There is no doubt that independently from his more praxis oriented conceptualization of proletarian culture Bogdanov developed also a more anthropological understanding of culture in works such as Filosofiya zhivogo opyta, Nauka ob obshchestvennom soznanii and Tektologiya. But this would be another topic of reflection.

Commentary by David Rowley

What particularly strikes me in Jutta Scherrer’s article is the evidence she provides for appreciating the unity of theory and practice in Bogdanov’s work. The fundamental question for a historical materialist is how being determines consciousness, and Bogdanov answered it by asserting that the technology of production is primary, and that cognitive and normative ideological forms (including art) are secondary (Bogdanov 2020: 332). He further asserted that the fundamental class division in society is between organizers (those who master the technology of the era and who are in charge of production) and implementers (those who carry out the directives of the organisers). Bogdanov explains the specialization of bourgeois science, the dualism of bourgeois philosophy, and the absolutism of bourgeois morality as consequences of the role the bourgeoisie played in organizing capitalist production.

The transition to socialism, according to Bogdanov, will be the consequence of a change in the technology of production – that is, the transition to production by self-regulating automatic machines. By overseeing such machines, workers will become organizers as well as implementers, and ‘the unity of cognitive methods (the highest form of monism) that is developing will make human thinking an increasingly systematic and harmonious system’ (Bogdanov 2022: 137). This new type of thinking will lead to collectivism – or the ‘integration of man’ – as Scherrer points out.

Bogdanov’s unity of theory and practice encompasses the idea that it is because of their relation to the technology of production that proletarians must be the leaders in the creation of proletarian (socialist, collectivist) culture.
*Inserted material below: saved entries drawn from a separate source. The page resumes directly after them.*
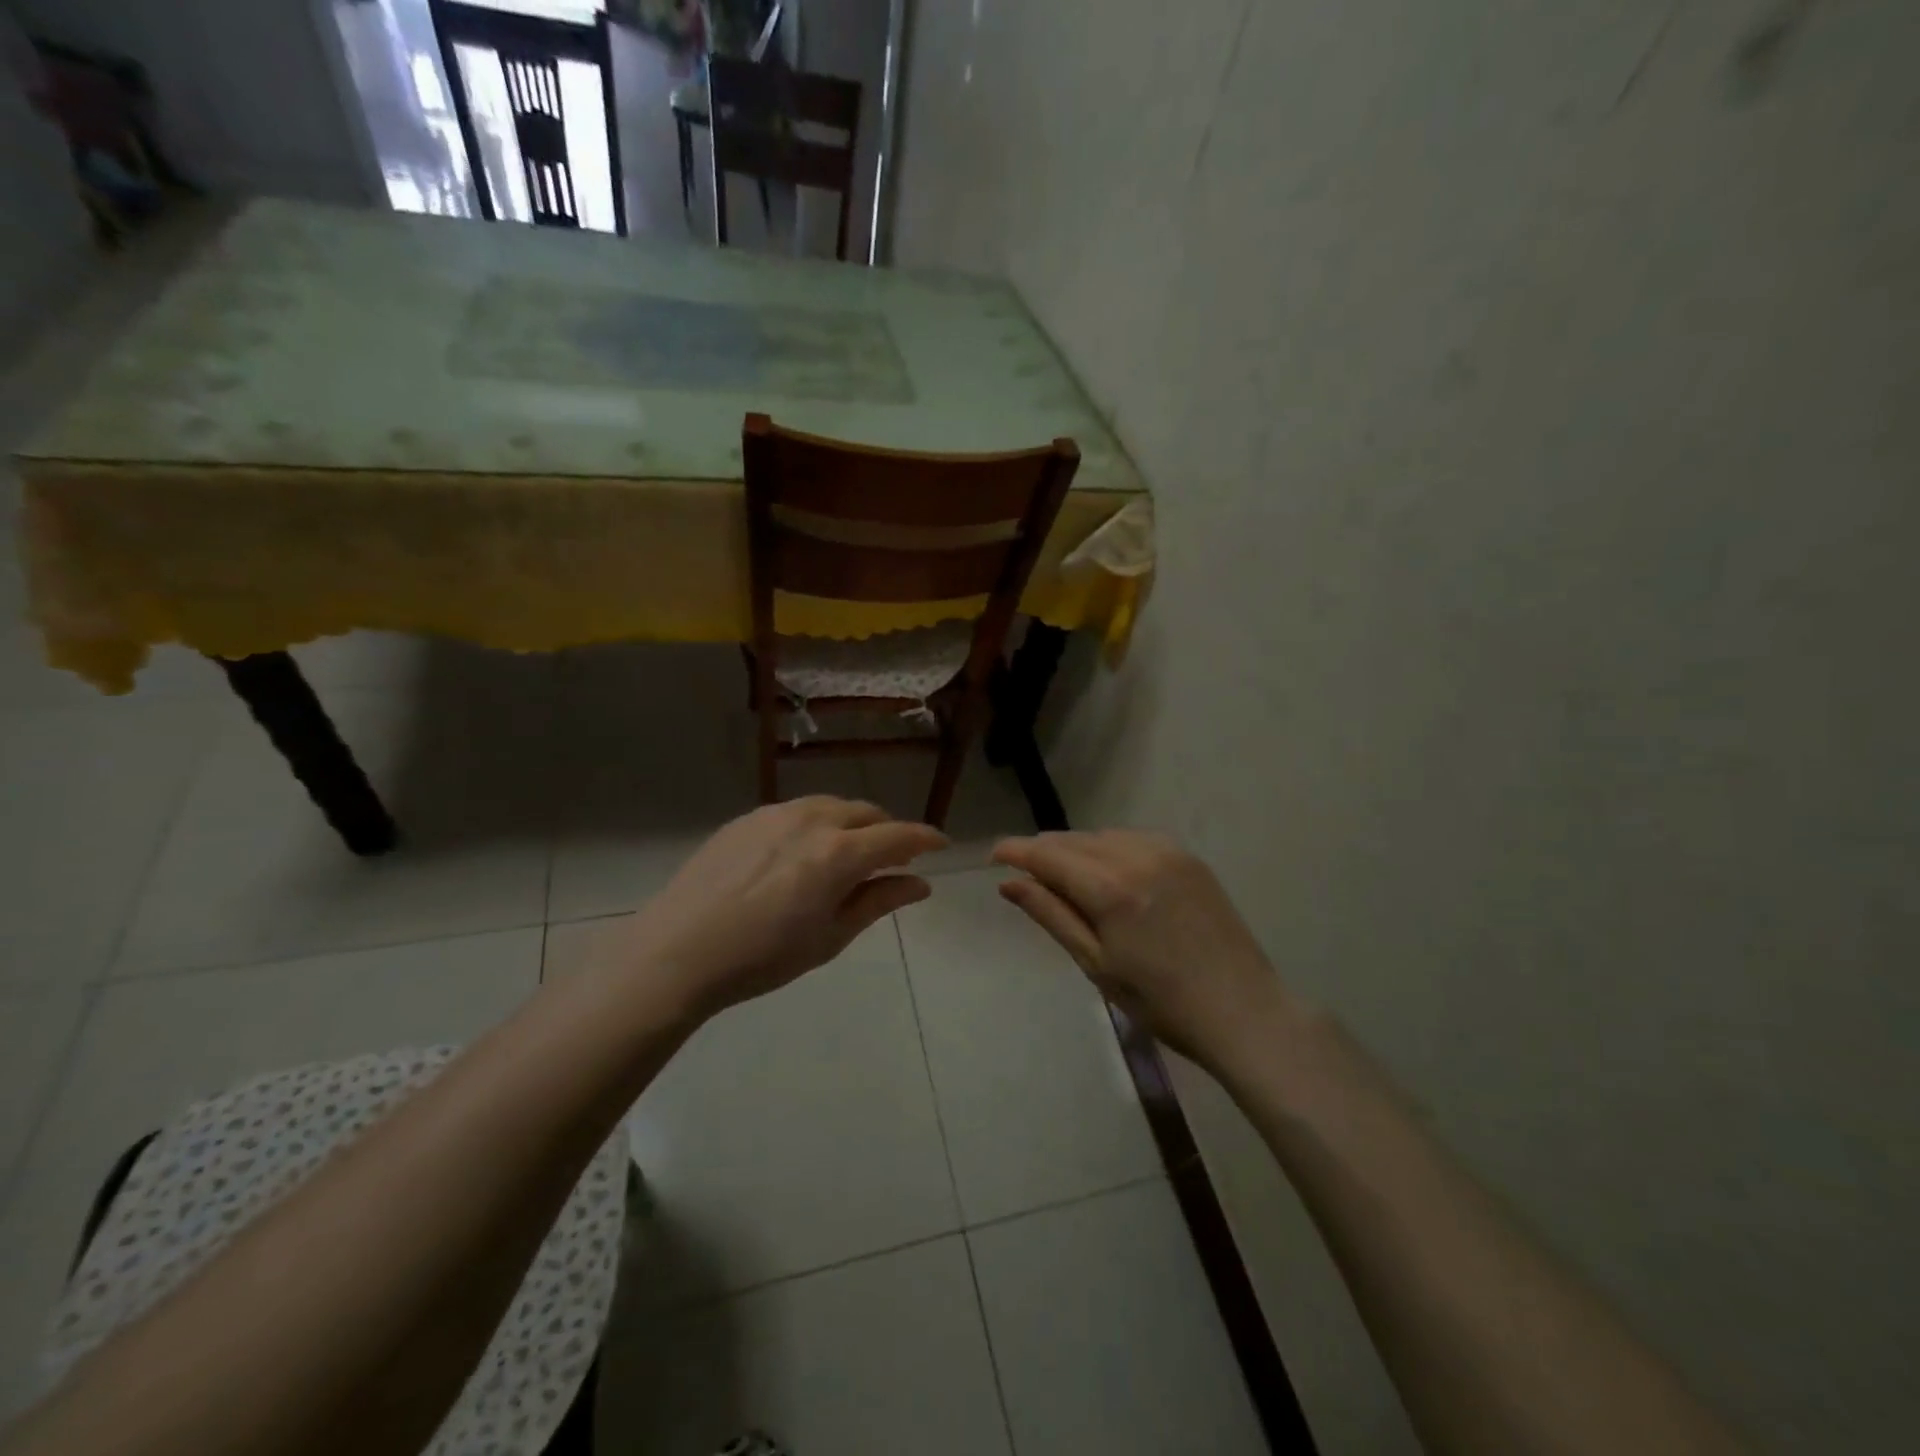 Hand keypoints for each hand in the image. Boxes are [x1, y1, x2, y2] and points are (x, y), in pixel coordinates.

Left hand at [604, 798, 946, 1018]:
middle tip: (892, 860)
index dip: (925, 839)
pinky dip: (816, 824)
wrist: (678, 951)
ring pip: (831, 806)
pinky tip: (801, 855)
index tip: (942, 845)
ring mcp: (775, 813)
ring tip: (847, 855)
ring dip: (851, 824)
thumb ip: (878, 902)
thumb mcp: (830, 937)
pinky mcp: (747, 818)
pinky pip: (796, 811)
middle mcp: (812, 820)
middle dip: (887, 832)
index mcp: (839, 853)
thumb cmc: (763, 957)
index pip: (898, 836)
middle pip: (866, 813)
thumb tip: (919, 884)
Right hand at [992, 830, 1295, 1069]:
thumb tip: (1009, 883)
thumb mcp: (1096, 963)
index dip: (1017, 851)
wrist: (1243, 1012)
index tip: (993, 855)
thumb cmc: (1161, 1002)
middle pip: (1075, 841)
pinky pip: (1134, 840)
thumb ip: (1051, 914)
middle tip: (1025, 874)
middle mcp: (1138, 856)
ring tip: (1065, 878)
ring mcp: (1168, 852)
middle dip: (1045, 852)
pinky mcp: (1189, 858)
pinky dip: (1110, 850)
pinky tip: (1109, 875)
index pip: (1049, 855)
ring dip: (1077, 850)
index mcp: (1111, 888)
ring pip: (1104, 837) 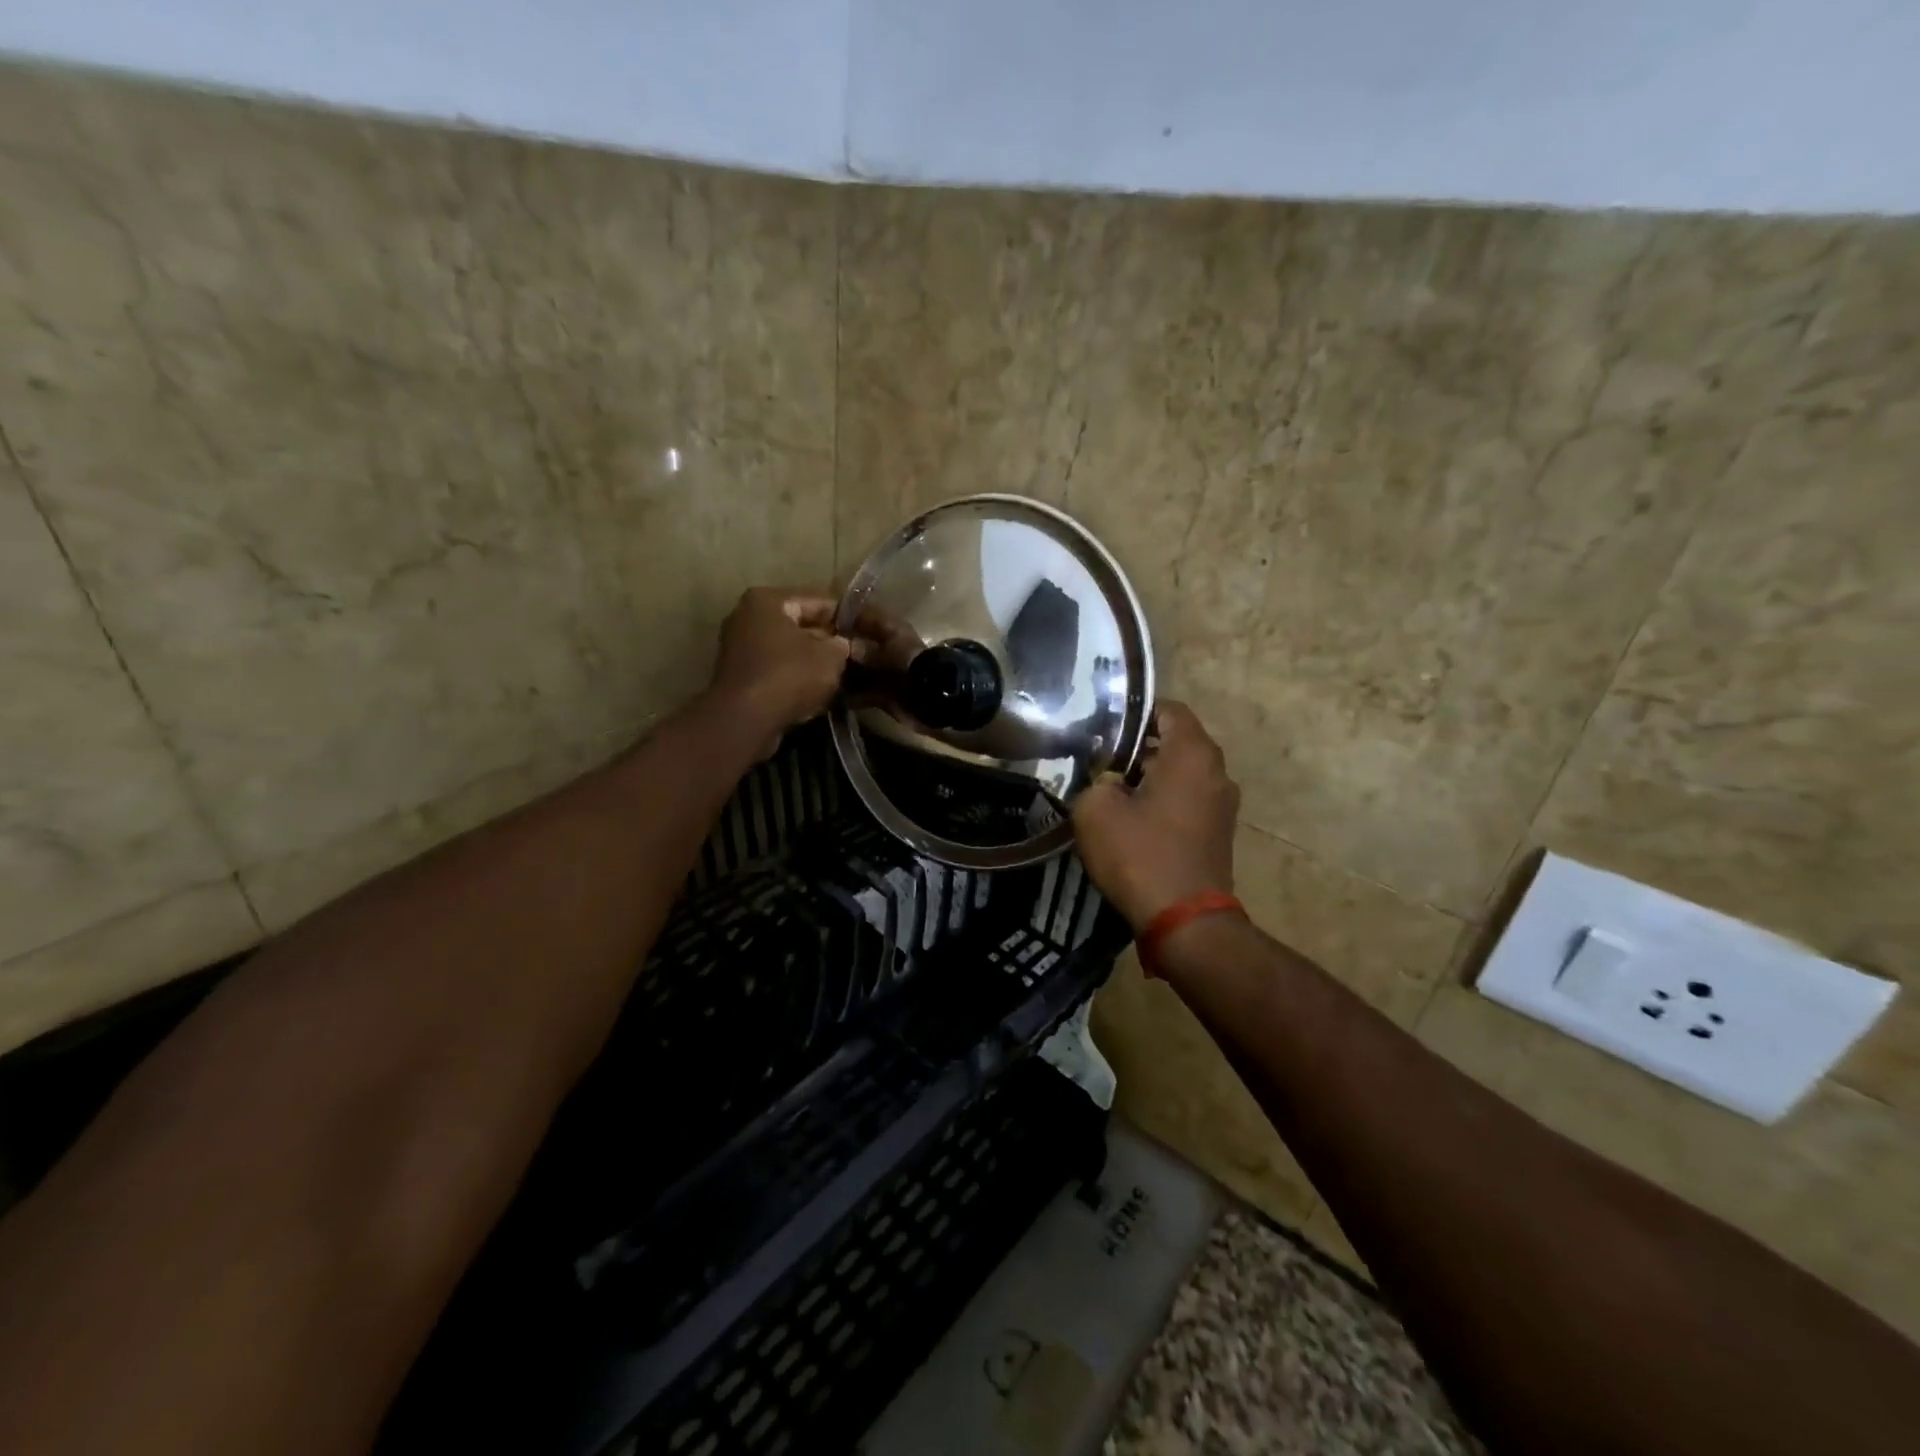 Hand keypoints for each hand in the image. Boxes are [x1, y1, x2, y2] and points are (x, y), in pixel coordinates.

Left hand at [707, 587, 851, 754]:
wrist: (745, 720)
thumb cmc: (789, 676)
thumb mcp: (830, 657)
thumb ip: (842, 645)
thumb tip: (843, 645)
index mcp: (767, 600)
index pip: (818, 601)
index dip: (846, 617)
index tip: (865, 632)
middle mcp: (747, 617)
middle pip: (799, 624)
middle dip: (827, 640)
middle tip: (854, 655)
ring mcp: (739, 647)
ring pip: (788, 649)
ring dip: (812, 661)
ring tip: (840, 674)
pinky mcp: (739, 676)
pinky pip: (776, 669)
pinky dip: (795, 677)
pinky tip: (817, 692)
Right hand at [1071, 701, 1239, 930]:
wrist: (1185, 921)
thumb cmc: (1140, 855)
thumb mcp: (1095, 810)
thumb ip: (1096, 780)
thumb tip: (1107, 781)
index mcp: (1192, 753)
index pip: (1168, 709)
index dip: (1134, 712)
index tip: (1104, 728)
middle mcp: (1216, 771)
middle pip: (1175, 742)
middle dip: (1138, 747)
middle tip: (1100, 761)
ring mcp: (1222, 804)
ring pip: (1181, 773)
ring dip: (1150, 777)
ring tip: (1112, 792)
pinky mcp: (1219, 832)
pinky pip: (1188, 800)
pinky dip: (1163, 801)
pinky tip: (1133, 821) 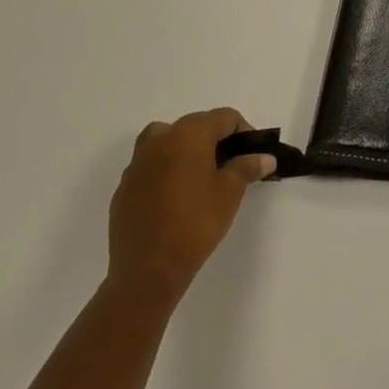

As Scherrer shows, at every stage of Bogdanov’s development of the idea of proletarian culture, workers are the prime movers: during his exile in Tula, Bogdanov’s worker-pupils led him to ‘connect technical and economic phenomena with the forms of spiritual culture arising out of them’; the Party Schools at Capri and Bologna were intended to foster the self-development of proletarians; and finally, ‘the Proletkult organization would be open only to the most highly qualified workers of the leading industrial sectors’.

Bogdanov had anticipated this idea in The Cultural Tasks of Our Time, when he presented the idea of the Proletarian University (and the Proletarian Encyclopaedia, which will arise from it and which will embody the ultimate expression of the proletarian world view). The new university will not be open to children fresh from (bourgeois) high school and with no experience in productive labour. Instead, students of the “New University” will “already be essentially adults with serious experience in the sphere of labour and social struggle …. Such ‘students’ will be real comrades of their ‘professors’ and in their turn will lead the professors in fulfilling their collective-creative task” (Bogdanov 1911: 70).

Bogdanov’s confidence in the ability of proletarians to create proletarian culture was the logical consequence of his belief that being determines consciousness.